La torsione dello stomaco o sindrome “Dilatazione Torsione Gastrica” è da considerarsi uno status patologico di estrema gravità; la patologia consiste in un aumento significativo del volume dell’organo (stomaco) a seguito di una impossibilità nell’eliminare gas e materiale gastrico dal lume dello stesso.
è tuttora in discussione la cronologia patogenetica della malattia, in altre parole, se in primis vi è un aumento dell’organo e in seguito una rotazione, o viceversa; ad ogni modo il risultato è di un meteorismo (accumulo di aria meteorica e distensione dell’organo cavo) acuto dello stomaco raramente reversibile, l’organismo successivamente andrà in contro a fenomeni di disturbo circolatorio locale e sistemico con compromissione dell’intero sistema cardiovascolare e linfatico; in contemporanea iniziano sintomi quali dispnea medio – grave ed atteggiamenti antalgici dell’animale; a causa della rotazione dello stomaco e della connessione vascolare e legamentosa la paratoia (dislocazione) gastrica porta spesso ad una torsione parziale o completa del peduncolo vascolare gastro-splenico con un aumento del volume della milza (infarcimento emorragico) e gravi disturbi del circolo dell’organo.
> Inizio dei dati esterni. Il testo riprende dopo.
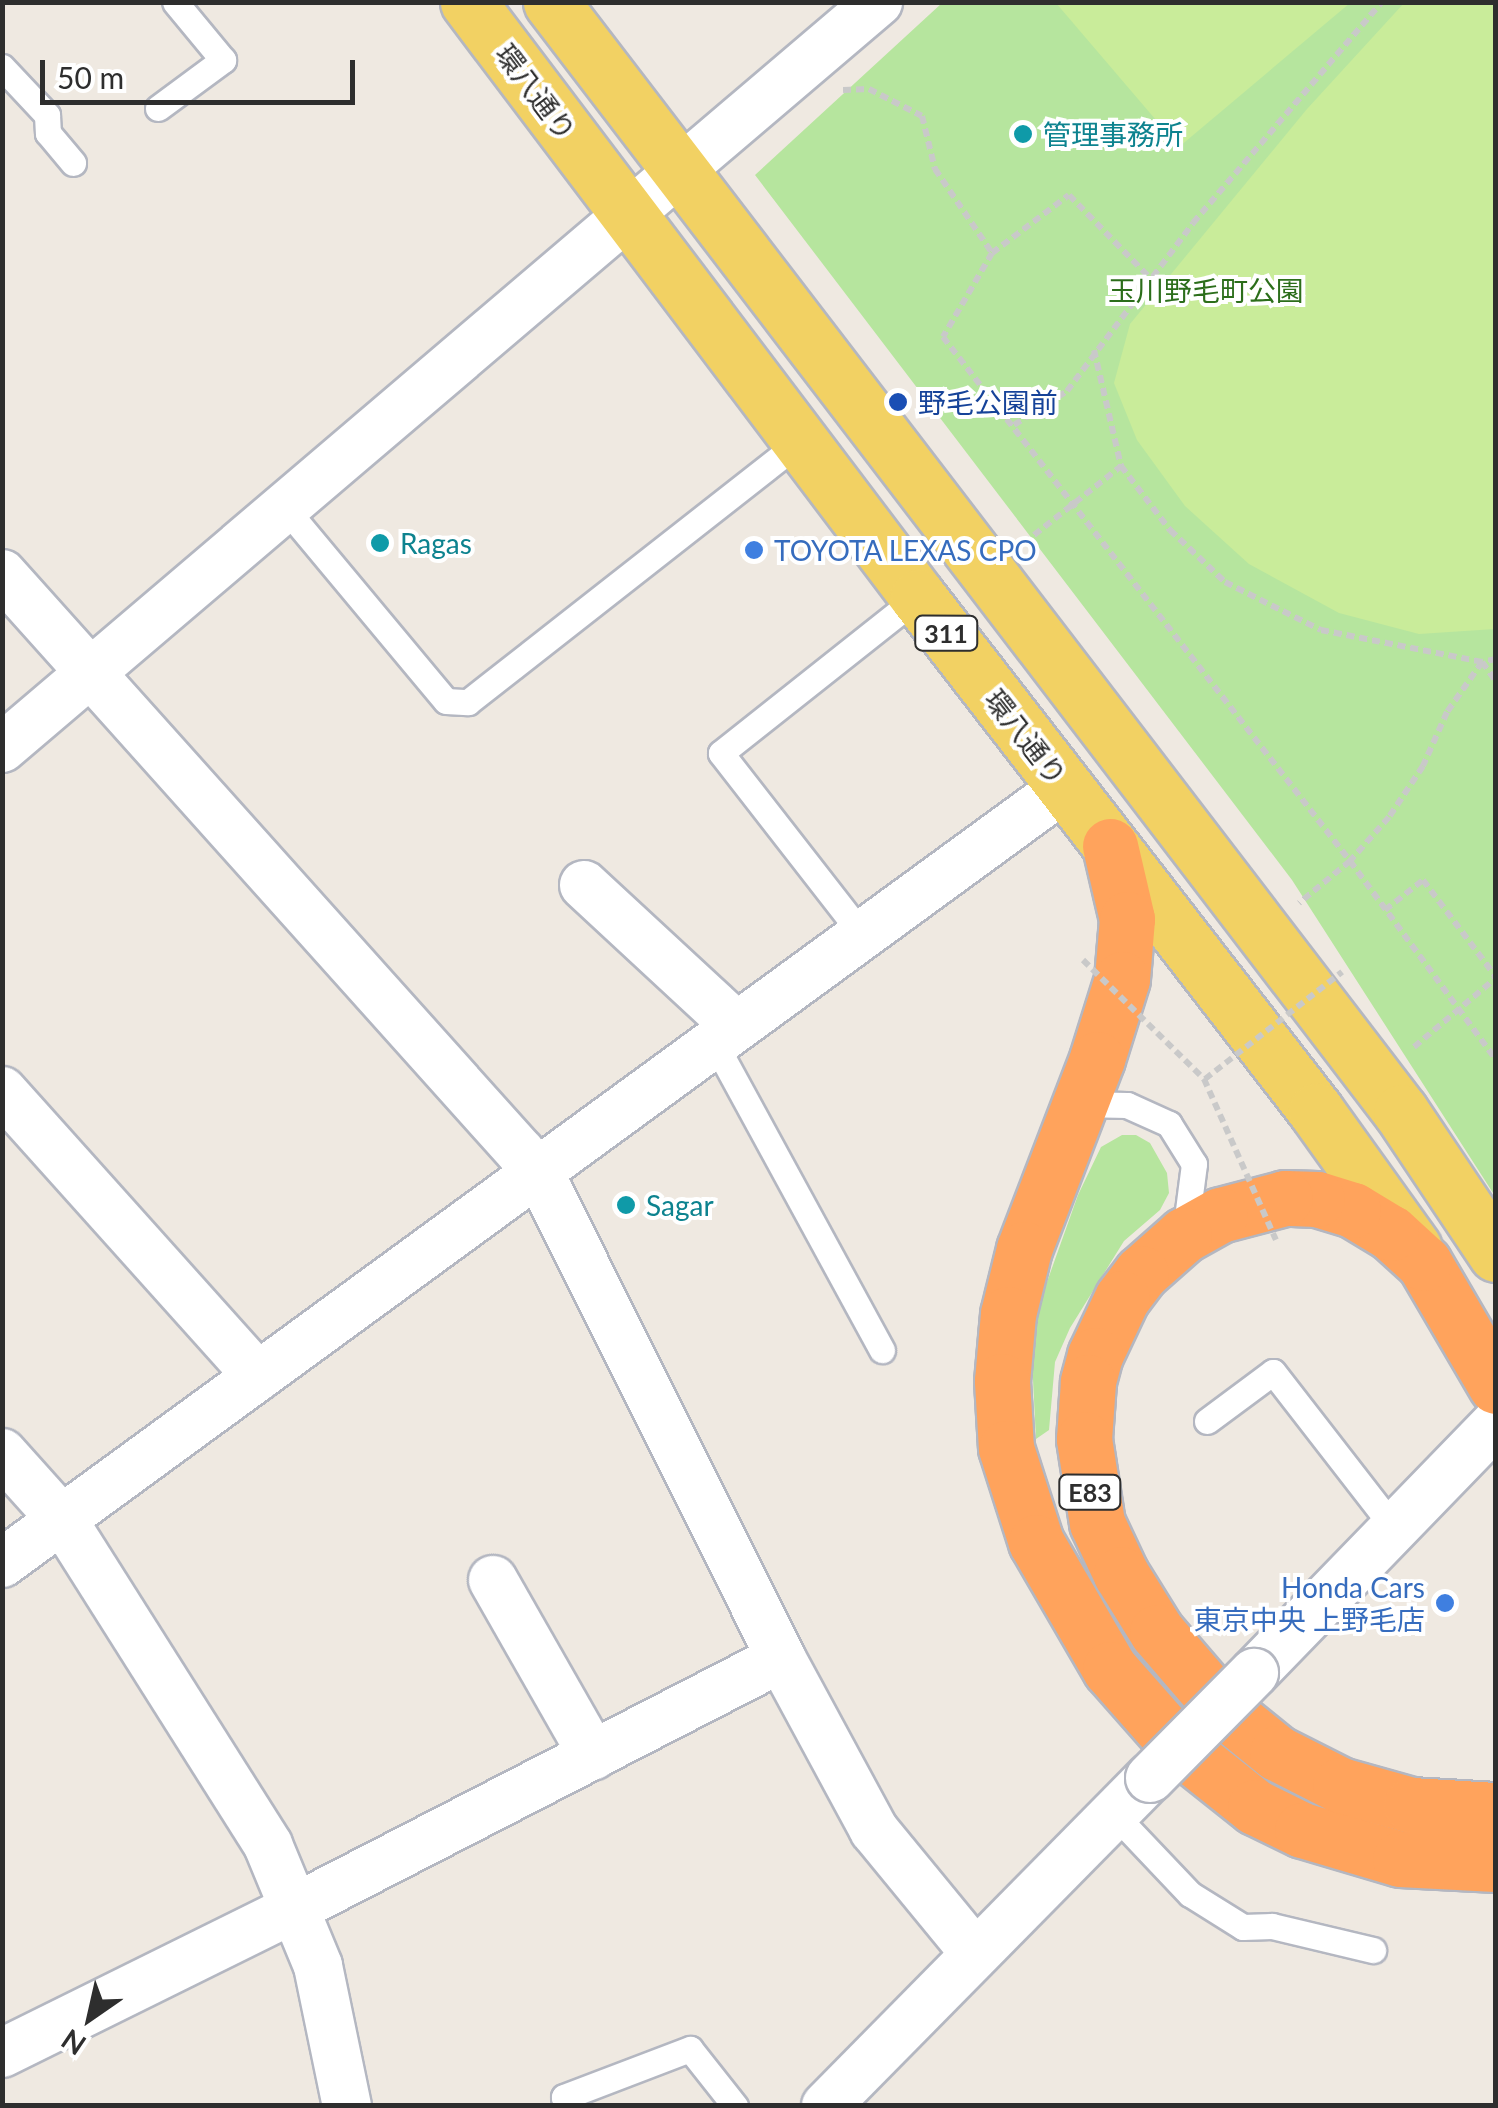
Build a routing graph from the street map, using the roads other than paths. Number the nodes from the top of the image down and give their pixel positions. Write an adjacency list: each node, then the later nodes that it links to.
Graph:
1 (175, 2): 6 (lane)
2 (468, 2): 9 (main road, 環八通り / 311)
3 (551, 2): 8 (main road, 311)
4 (878, 2): 8 (street)
5 (2, 67): 7 (lane)
6 (158, 108)
7 (73, 164)
8 (680, 172): 9 (street); 25 (main road, 311)
9 (629, 215): 10 (main road, 環八通り / 311); 11 (street)
10 (801, 442): 11 (lane); 13 (main road, 環八通り / 311)
11 (285, 508): 14 (street)
12 (2, 574): 14 (street)
13 (918, 597): 16 (main road, 環八通り / 311); 19 (lane)
14 (89, 672): 15 (street); 23 (street)
15 (2, 748)
16 (1065, 787): 17 (main road, 環八通り / 311); 19 (street)
17 (1110, 846): 22 (highway, E83); 26 (main road, 環八通り / 311)
18 (584, 884): 20 (street)
19 (862, 934): 20 (street)
20 (725, 1034): 23 (street); 27 (lane)
21 (2, 1091): 28 (street)
22 (1080, 1104): 24 (lane); 41 (highway, E83)
23 (534, 1174): 28 (street); 37 (street)
24 (1184, 1235): 26 (highway, E83); 39 (highway, E83)
25 (1496, 1254)
26 (1424, 1263): 29 (highway, 環八通り)
27 (882, 1350)
28 (258, 1376): 33 (street)
29 (1496, 1386)
30 (1207, 1421): 34 (lane)
31 (1496, 1422): 34 (street)
32 (2, 1453): 33 (street)
33 (64, 1522): 35 (street); 42 (street)
34 (1394, 1529): 40 (street, bridge)
35 (2, 1563)
36 (493, 1580): 38 (street)
37 (781, 1658): 38 (street); 44 (street)
38 (593, 1755): 42 (street)
39 (1496, 1810)
40 (1115, 1815): 43 (lane); 44 (street)
41 (1496, 1864)
42 (297, 1908): 45 (street); 46 (street)
43 (1373, 1950)
44 (975, 1953): 49 (street)
45 (2, 2053)
46 (348, 2106)
47 (566, 2106): 48 (lane)
48 (735, 2106)
49 (826, 2106)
I sintomi visibili dai proprietari sono un abbattimento marcato del sensorio dell’animale, una visibile dilatazione della “pancia”, difficoltà respiratoria, continui atti di deglutizione, tentativi di vomito senza emissione di materiale e dolore alla palpazione dell’addome. Tali sintomi sono visibili solitamente entro breve tempo dopo il pasto (da circa trenta minuti fino a 3-5 ore dall’ingestione) ma, per conformazioni particolari del torace (torace stretto e profondo) la dilatazione addominale può essere visibile solo dopo ore (7 -12 ore).
Che cosa fare
I pazienti affetti da tale patologia vanno portati subito presso strutture mediche per le cure necessarie.
Si prevedono prima di tutto la stabilizzazione del paziente e, in seguito, un sondaggio gastrico, lavaggio endo-luminale e, a seconda del paziente, inviarlo in sala operatoria per una laparotomia (apertura della cavità addominale), detorsione dell’organo, pessi dello stomaco (fissazione alla parte addominale) per evitare recidive e controllo di eventuali fenomeni di disturbo di circolo a carico di visceri addominali (soprattutto la milza).
Il periodo postoperatorio potrebbe variare, secondo il danno subito dallo stomaco, da 5-6 giorni fino a 15 giorni in casi severi. Per I primi 3-4 giorni, in cui a volte il paziente non può mangiare, è consigliabile il ricovero.